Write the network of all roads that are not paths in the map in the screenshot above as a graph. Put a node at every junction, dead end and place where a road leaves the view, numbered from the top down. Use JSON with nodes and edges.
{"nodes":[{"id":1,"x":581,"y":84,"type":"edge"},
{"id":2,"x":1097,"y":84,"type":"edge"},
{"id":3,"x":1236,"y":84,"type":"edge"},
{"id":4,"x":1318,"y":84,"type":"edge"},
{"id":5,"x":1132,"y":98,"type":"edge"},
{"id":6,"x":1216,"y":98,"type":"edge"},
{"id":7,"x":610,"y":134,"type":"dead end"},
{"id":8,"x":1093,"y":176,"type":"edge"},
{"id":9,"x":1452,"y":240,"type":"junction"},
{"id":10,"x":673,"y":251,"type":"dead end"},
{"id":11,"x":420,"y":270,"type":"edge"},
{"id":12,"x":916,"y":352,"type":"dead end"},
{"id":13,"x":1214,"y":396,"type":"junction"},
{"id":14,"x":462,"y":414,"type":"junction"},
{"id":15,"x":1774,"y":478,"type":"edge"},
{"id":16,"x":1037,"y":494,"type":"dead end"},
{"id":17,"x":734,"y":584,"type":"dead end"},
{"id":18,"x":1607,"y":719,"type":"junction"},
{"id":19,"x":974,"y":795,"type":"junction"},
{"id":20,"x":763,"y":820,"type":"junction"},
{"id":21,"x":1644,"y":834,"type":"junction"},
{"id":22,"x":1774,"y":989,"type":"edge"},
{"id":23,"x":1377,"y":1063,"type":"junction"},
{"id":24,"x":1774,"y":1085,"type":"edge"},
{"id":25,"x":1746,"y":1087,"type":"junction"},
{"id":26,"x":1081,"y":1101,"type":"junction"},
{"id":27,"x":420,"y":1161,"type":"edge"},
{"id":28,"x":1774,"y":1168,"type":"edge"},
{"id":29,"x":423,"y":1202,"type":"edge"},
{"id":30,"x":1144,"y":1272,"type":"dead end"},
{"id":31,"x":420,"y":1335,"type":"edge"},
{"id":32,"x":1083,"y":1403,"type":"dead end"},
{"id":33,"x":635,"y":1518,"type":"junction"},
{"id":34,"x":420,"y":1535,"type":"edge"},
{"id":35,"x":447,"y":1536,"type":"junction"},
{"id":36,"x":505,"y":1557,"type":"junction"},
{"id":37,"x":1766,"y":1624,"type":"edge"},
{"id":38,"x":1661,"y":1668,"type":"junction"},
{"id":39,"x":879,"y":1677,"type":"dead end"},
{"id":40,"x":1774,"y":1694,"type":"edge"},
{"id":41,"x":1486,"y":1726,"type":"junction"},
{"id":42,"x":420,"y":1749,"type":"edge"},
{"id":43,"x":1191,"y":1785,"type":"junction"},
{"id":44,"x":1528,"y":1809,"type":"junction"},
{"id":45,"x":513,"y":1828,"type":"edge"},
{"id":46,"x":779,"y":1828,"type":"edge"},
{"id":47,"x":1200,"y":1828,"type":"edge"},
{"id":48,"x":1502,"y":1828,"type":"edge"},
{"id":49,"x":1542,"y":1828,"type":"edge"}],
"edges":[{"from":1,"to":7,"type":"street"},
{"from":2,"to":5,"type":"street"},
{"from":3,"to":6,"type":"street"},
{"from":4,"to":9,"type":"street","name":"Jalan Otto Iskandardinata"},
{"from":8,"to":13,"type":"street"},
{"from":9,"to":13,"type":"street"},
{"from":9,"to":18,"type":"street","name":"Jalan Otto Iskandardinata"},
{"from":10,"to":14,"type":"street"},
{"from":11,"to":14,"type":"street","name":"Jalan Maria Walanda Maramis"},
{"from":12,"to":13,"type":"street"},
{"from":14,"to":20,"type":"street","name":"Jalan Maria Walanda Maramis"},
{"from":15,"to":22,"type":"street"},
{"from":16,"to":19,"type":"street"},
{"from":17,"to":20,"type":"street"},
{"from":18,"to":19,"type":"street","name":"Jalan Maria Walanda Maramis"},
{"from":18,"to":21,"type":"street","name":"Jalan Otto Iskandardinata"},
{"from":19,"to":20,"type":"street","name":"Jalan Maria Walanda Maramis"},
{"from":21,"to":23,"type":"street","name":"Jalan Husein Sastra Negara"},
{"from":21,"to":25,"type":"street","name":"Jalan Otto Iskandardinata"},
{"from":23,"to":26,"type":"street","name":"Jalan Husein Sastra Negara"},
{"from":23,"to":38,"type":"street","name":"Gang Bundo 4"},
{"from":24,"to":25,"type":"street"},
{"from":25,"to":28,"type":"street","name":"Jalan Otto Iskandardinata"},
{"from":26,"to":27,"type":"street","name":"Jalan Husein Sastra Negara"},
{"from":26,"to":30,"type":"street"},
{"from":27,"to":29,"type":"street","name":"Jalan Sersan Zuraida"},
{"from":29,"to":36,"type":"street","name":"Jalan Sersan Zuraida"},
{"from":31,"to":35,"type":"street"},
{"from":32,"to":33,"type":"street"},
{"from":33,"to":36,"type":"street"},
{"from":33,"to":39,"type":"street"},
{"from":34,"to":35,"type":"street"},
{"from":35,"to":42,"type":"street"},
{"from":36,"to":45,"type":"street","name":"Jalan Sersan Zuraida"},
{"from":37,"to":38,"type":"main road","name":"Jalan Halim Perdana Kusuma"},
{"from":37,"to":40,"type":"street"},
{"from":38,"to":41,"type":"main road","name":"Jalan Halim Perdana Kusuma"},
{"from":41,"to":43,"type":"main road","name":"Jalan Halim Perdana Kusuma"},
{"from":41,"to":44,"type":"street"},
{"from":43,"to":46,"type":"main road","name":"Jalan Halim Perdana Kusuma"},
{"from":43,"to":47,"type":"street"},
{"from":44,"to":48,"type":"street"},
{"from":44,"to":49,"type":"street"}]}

* * * * * * * * *

■ THE PROBLEM ■
Could you show every line of the listing that holds the string "Iskandardinata"?

■ REPLY TO THE EXERCISE ■
{"from":4,"to":9,"type":"street","name":"Jalan Otto Iskandardinata"},
{"from":9,"to":18,"type":"street","name":"Jalan Otto Iskandardinata"},
{"from":18,"to":21,"type":"street","name":"Jalan Otto Iskandardinata"},
{"from":21,"to":25,"type":"street","name":"Jalan Otto Iskandardinata"},
{"from":25,"to":28,"type":"street","name":"Jalan Otto Iskandardinata"},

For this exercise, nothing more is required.